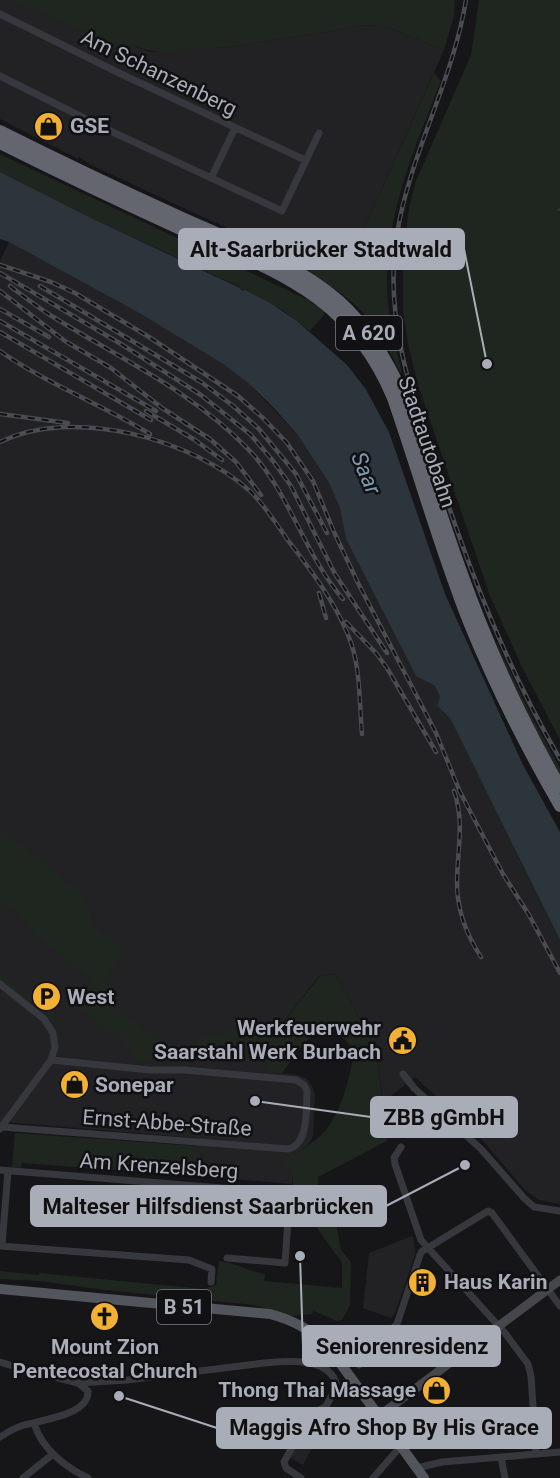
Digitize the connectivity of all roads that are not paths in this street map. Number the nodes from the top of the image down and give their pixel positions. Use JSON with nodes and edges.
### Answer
{"nodes":[{"id":1,"x":0,"y":14,"type":"edge"},
{"id":2,"x":0,"y":76,"type":"edge"},
{"id":3,"x":235,"y":128,"type":"junction"},
{"id":4,"x":0,"y":131,"type":"edge"},
{"id":5,"x":319,"y":133,"type":"dead end"},
{"id":6,"x":0,"y":143,"type":"edge"},
{"id":7,"x":305,"y":160,"type":"junction"},
{"id":8,"x":211,"y":178,"type":"junction"},
{"id":9,"x":560,"y":787,"type":"edge"},
{"id":10,"x":560,"y":806,"type":"edge"},
{"id":11,"x":0,"y":984,"type":"edge"},
{"id":12,"x":51,"y":1060,"type":"junction"},
{"id":13,"x":403,"y":1074,"type":"dead end"},
{"id":14,"x":1,"y":1129,"type":"edge"},
{"id":15,"x":401,"y":1147,"type":"dead end"},
{"id":16,"x":4,"y":1170,"type":"edge"},
{"id":17,"x":560,"y":1212,"type":"edge"},
{"id":18,"x":1,"y":1245,"type":"edge"},
{"id":19,"x":428,"y":1247,"type":"junction"},
{"id":20,"x":227,"y":1258,"type":"dead end"},
{"id":21,"x":560,"y":1280,"type":"edge"},
{"id":22,"x":211,"y":1282,"type":"dead end"},
{"id":23,"x":0,"y":1288,"type":"edge"},
{"id":24,"x":548,"y":1290,"type":"junction"},
{"id":25,"x":560,"y":1306,"type":"edge"},
{"id":26,"x":499,"y":1326,"type":"junction"},
{"id":27,"x":0,"y":1362,"type":"edge"},
{"id":28,"x":359,"y":1365,"type":"dead end"},
{"id":29,"x":78,"y":1383,"type":"junction"},
{"id":30,"x":379,"y":1416,"type":"junction"},
{"id":31,"x":33,"y":1423,"type":"junction"},
{"id":32,"x":0,"y":1437,"type":"edge"},
{"id":33,"x":401,"y":1446,"type":"junction"},
{"id":34,"x":560,"y":1452,"type":"edge"},
{"id":35,"x":536,"y":1453,"type":"junction"},
{"id":36,"x":53,"y":1454,"type":"junction"},
{"id":37,"x":501,"y":1457,"type":"junction"},
{"id":38,"x":417,"y":1468,"type":"junction"},
{"id":39,"x":23,"y":1478,"type":"edge"},
{"id":40,"x":88,"y":1478,"type":"edge"},
{"id":41,"x":301,"y":1478,"type":"edge"},
{"id":42,"x":373,"y":1478,"type":"edge"},
{"id":43,"x":424,"y":1478,"type":"edge"},
{"id":44,"x":505,"y":1478,"type":"edge"}],
"edges":[{"from":1,"to":3,"type":"street","name":"Am Schanzenberg"},
{"from":2,"to":8,"type":"street"},
{"from":3,"to":7,"type":"street","name":"Am Schanzenberg"},
{"from":3,"to":8,"type":"street"},
{"from":4,"to":9,"type":"highway","name":"Stadtautobahn","number":"A 620"},
{"from":5,"to":7,"type":"street"},
{"from":6,"to":10,"type":"highway","name":"Stadtautobahn","number":"A 620"},
{"from":7,"to":8,"type":"street"},
{"from":11,"to":12,"type":"street"},
{"from":12,"to":14,"type":"street"},
{"from":12,"to":14,"type":"street","name":"Ernst-Abbe-Straße"},
{"from":13,"to":17,"type":"street"},
{"from":15,"to":19,"type":"street"},
{"from":16,"to":18,"type":"street","name":"Am Krenzelsberg"},
{"from":16,"to":20,"type":"street","name":"Am Krenzelsberg"},
{"from":18,"to":22,"type":"street","name":"Am Krenzelsberg"},
{"from":19,"to":24,"type":"street"},
{"from":19,"to":26,"type":"street"},
{"from":19,"to":28,"type":"street"},
{"from":21,"to":24,"type":"main road"},
{"from":23,"to":30,"type":"main road","number":"B 51"},
{"from":24,"to":25,"type":"street"},
{"from":24,"to":26,"type":"main road"},
{"from":26,"to":30,"type":"main road"},
{"from":26,"to":35,"type":"street"},
{"from":27,"to":29,"type":"street"},
{"from":29,"to":31,"type":"street"},
{"from":29,"to":41,"type":"street"},
{"from":30,"to":33,"type":"main road","number":"B 51"},
{"from":31,"to":32,"type":"street"},
{"from":31,"to":36,"type":"street"},
{"from":33,"to":38,"type":"main road","number":"B 51"},
{"from":33,"to":42,"type":"street"},
{"from":34,"to":35,"type":"street"},
{"from":35,"to":37,"type":"street"},
{"from":36,"to":39,"type":"street"},
{"from":36,"to":40,"type":"street"},
{"from":37,"to":38,"type":"street"},
{"from":37,"to":44,"type":"street"},
{"from":38,"to":43,"type":"main road","number":"B 51"}]}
======
Which lines of the listing above hold the word "Schanzenberg"? Copy each of them.

"edges":[{"from":1,"to":3,"type":"street","name":"Am Schanzenberg"},
{"from":3,"to":7,"type":"street","name":"Am Schanzenberg"},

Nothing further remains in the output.